Lega sbaglia a minimizzare, Consulta ha smontato riforma
“La decisione della Consulta ha messo in evidenza criticità profonde nella legge sull'Autonomia confermando molte delle critiche che avevamo espresso in Parlamento. Minimizzare, come stanno facendo Salvini e Calderoli, è l’ennesimo strappo. Non si tratta di piccoli aggiustamenti la Corte ha chiarito i rischi e le falle di un’impostazione sbagliata alla radice che divide l’Italia, esaspera le diseguaglianze e penalizza il sud. La maggioranza è ancora una volta spaccata con Forza Italia che sta prendendo le distanze dal testo” così il deputato democratico Stefano Graziano arrivando alla cerimonia di avvicendamento del Comandante Generale dell'Arma dei Carabinieri.

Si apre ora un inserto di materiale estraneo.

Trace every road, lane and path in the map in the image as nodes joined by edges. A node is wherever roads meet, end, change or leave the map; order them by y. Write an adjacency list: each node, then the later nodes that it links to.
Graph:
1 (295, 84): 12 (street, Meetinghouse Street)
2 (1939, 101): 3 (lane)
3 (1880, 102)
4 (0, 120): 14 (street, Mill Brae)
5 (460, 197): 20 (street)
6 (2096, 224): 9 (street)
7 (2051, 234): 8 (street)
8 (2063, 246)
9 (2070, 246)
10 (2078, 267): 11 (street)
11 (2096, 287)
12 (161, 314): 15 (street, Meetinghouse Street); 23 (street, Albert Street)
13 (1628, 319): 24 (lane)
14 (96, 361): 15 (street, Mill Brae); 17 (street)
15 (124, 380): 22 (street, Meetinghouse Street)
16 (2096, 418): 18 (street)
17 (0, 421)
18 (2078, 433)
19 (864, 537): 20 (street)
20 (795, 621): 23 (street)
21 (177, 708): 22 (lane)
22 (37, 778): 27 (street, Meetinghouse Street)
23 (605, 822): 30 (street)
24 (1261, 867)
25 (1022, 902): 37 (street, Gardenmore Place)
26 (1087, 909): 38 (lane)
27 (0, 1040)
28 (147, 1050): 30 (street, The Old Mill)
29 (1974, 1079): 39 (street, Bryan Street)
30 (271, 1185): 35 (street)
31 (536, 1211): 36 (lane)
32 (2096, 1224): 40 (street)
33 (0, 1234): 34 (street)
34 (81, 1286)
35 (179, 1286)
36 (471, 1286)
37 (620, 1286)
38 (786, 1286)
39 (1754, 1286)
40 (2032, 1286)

“Apprendiamo dagli organi di stampa che l'Iraq sta approvando una norma che abbasserà da 18 a 9 anni l'età legale per il matrimonio delle ragazze che consentirebbe agli uomini iracheni di sposare delle bambine ancor prima di essere divenute donne, rendendo così legale lo stupro infantile. La modifica giuridica, inoltre, priverebbe le donne del diritto al divorzio, all’affidamento dei figli e all’eredità. È del tutto evidente che i legislatori iracheni non considerino affatto cosa comportano i matrimoni precoci, quali conseguenze devastanti essi abbiano sulle vittime e ciò è confermato dalle parole della vicesegretaria generale delle Nazioni Unite, Amina Mohammed e dalla risoluzione del Parlamento europeo che esorta l'Iraq a respingere integralmente e immediatamente la norma in questione e invita gli Stati membri dell’UE a condannare le modifiche proposte dai legislatori iracheni”. Così si legge nell'interrogazione a prima firma della deputata dem Laura Boldrini al ministro degli Esteri con cui si richiede di fare pressione sul governo iracheno, anche a livello comunitario e internazionale, affinché non si dia seguito alla modifica della legge sullo status personale che causerebbe immense sofferenze nelle bambine irachene, comporterebbe un enorme arretramento per i diritti delle donne e un crescente peggioramento della reputazione internazionale dell’Iraq.